══ Records supplied
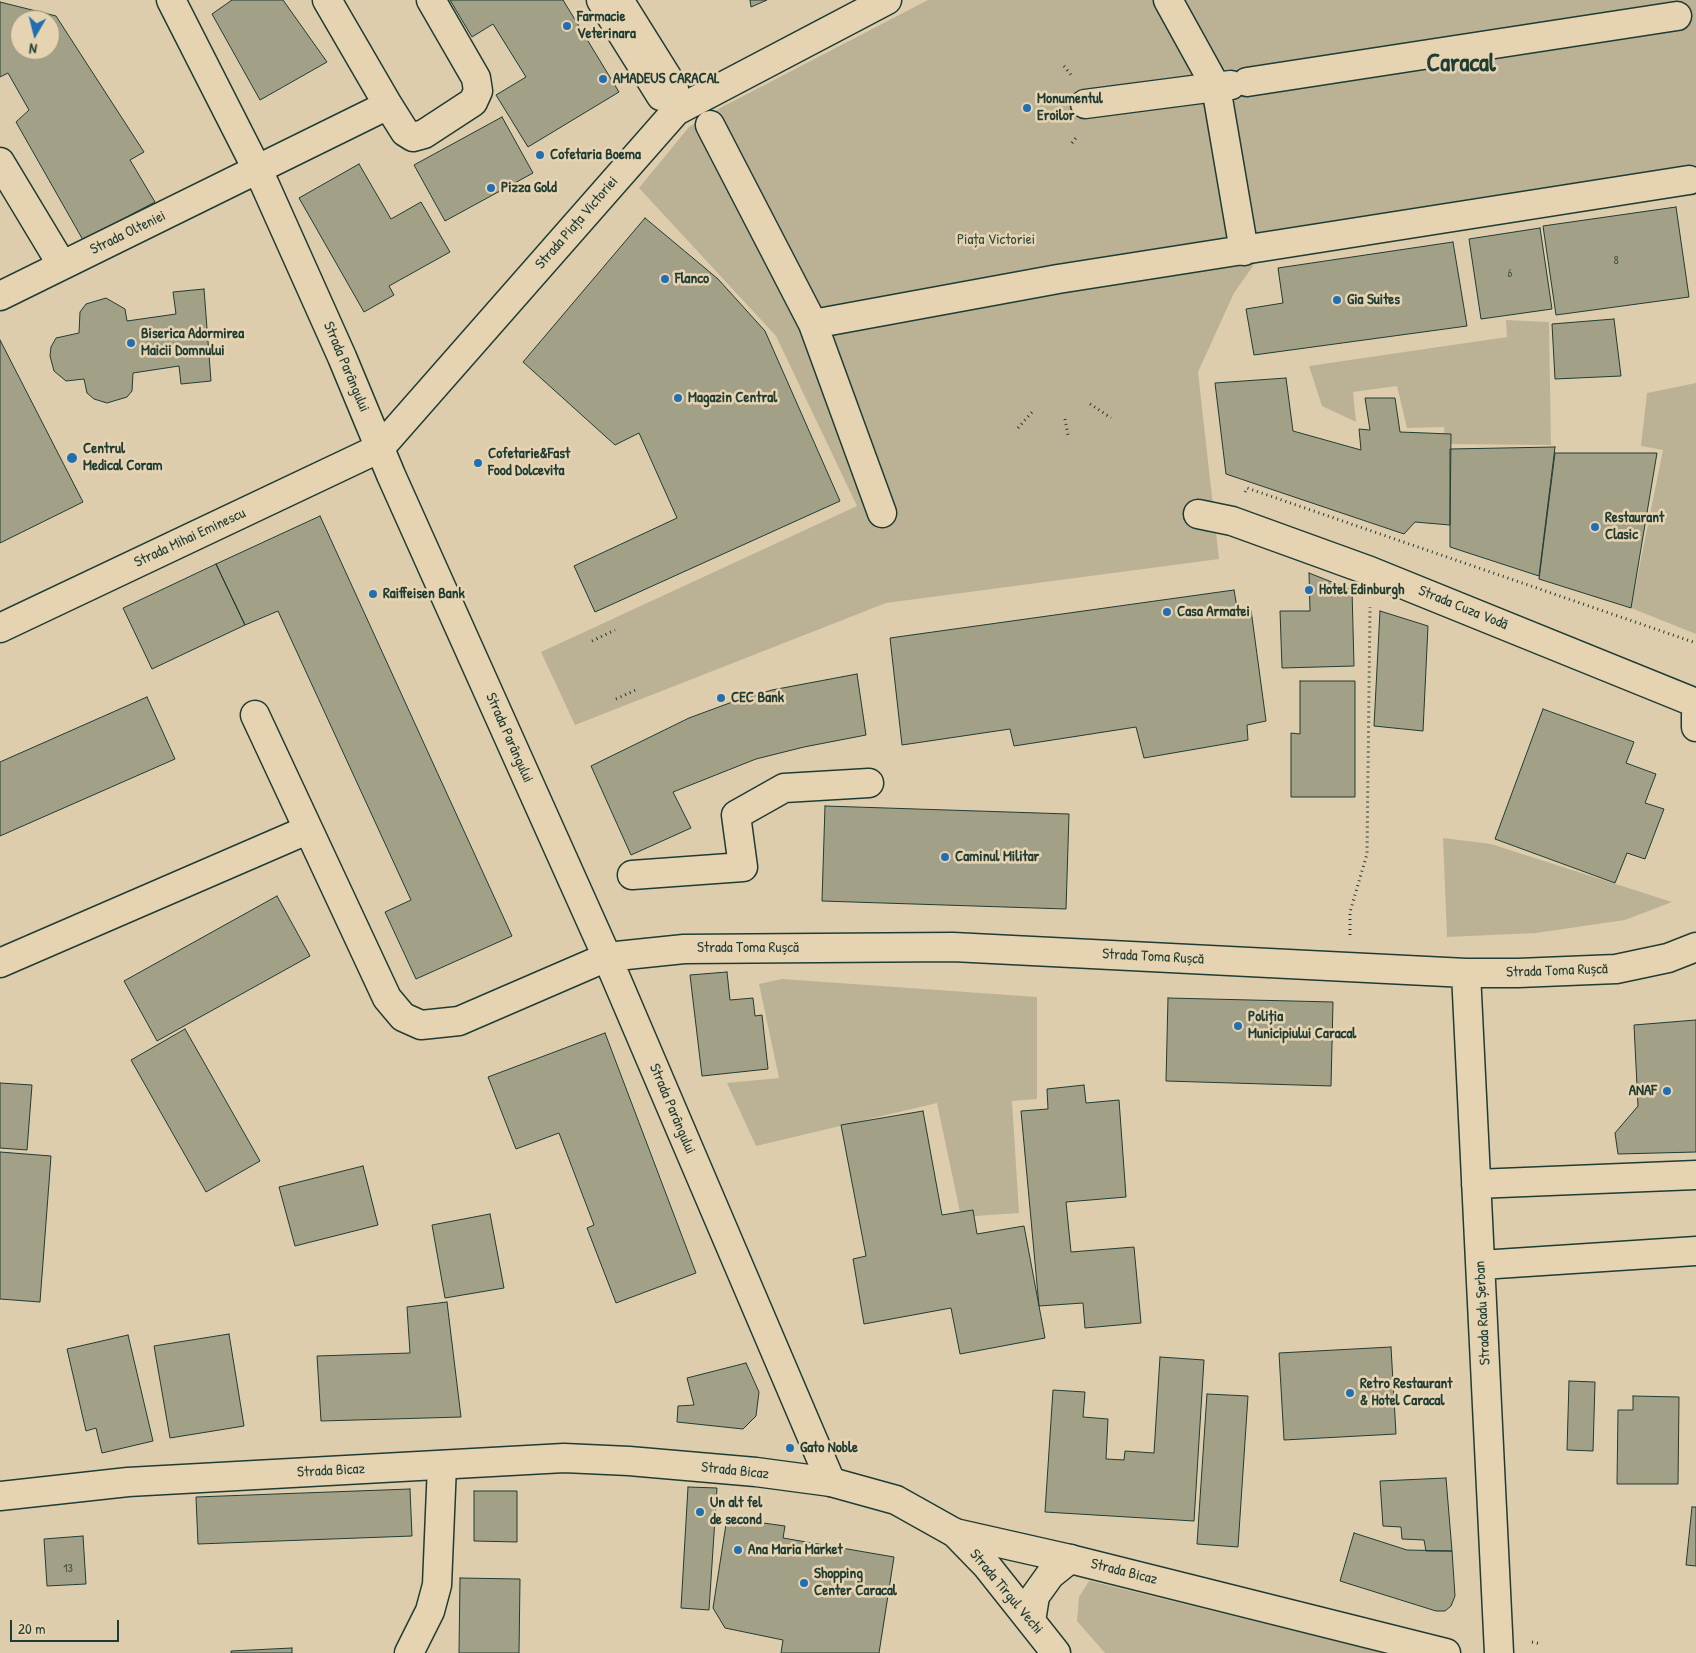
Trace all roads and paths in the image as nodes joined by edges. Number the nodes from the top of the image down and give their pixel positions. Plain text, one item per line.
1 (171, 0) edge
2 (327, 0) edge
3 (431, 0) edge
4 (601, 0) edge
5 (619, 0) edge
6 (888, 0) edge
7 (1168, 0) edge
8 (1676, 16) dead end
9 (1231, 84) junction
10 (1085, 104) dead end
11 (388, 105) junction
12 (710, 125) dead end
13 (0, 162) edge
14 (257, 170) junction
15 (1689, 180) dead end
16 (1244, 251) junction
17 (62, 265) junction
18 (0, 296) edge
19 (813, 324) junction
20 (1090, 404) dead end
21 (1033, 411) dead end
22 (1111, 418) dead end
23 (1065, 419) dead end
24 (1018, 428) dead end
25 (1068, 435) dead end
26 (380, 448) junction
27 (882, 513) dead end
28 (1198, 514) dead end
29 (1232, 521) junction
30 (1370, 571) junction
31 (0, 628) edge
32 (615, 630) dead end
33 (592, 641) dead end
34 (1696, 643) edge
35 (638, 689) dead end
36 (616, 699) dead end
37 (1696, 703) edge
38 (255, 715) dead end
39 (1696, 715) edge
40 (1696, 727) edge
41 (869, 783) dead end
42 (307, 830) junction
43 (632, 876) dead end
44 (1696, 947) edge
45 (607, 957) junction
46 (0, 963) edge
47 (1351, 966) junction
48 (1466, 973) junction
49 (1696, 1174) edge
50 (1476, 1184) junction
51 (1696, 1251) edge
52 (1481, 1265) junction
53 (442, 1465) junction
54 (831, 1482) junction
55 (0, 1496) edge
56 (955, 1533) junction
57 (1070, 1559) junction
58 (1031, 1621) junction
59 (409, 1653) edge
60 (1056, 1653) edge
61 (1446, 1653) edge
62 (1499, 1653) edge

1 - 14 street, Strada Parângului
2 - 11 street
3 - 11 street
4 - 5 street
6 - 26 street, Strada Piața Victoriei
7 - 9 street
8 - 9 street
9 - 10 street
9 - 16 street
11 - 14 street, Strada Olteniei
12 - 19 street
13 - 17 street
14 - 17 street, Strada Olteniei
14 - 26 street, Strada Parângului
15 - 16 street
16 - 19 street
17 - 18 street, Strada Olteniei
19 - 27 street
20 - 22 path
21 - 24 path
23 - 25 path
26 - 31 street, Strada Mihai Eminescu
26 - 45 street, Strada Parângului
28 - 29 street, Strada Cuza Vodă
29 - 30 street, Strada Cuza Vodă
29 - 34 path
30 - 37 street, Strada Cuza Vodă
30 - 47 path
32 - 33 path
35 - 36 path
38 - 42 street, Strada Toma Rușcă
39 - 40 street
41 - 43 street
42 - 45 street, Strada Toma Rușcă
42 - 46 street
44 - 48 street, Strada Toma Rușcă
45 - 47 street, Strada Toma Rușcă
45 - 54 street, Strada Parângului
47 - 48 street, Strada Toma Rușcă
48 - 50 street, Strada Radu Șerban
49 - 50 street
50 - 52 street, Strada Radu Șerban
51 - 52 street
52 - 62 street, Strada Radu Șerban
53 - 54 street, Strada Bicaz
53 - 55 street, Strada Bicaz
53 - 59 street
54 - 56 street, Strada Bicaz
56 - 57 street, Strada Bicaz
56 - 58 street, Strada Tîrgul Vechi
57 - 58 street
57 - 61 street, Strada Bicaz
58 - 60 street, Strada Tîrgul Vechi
════
Exercise: Please copy out each line of the data in which the word "Rușcă" occurs.

Task output:
38 - 42 street, Strada Toma Rușcă
42 - 45 street, Strada Toma Rușcă
44 - 48 street, Strada Toma Rușcă
45 - 47 street, Strada Toma Rușcă
47 - 48 street, Strada Toma Rușcă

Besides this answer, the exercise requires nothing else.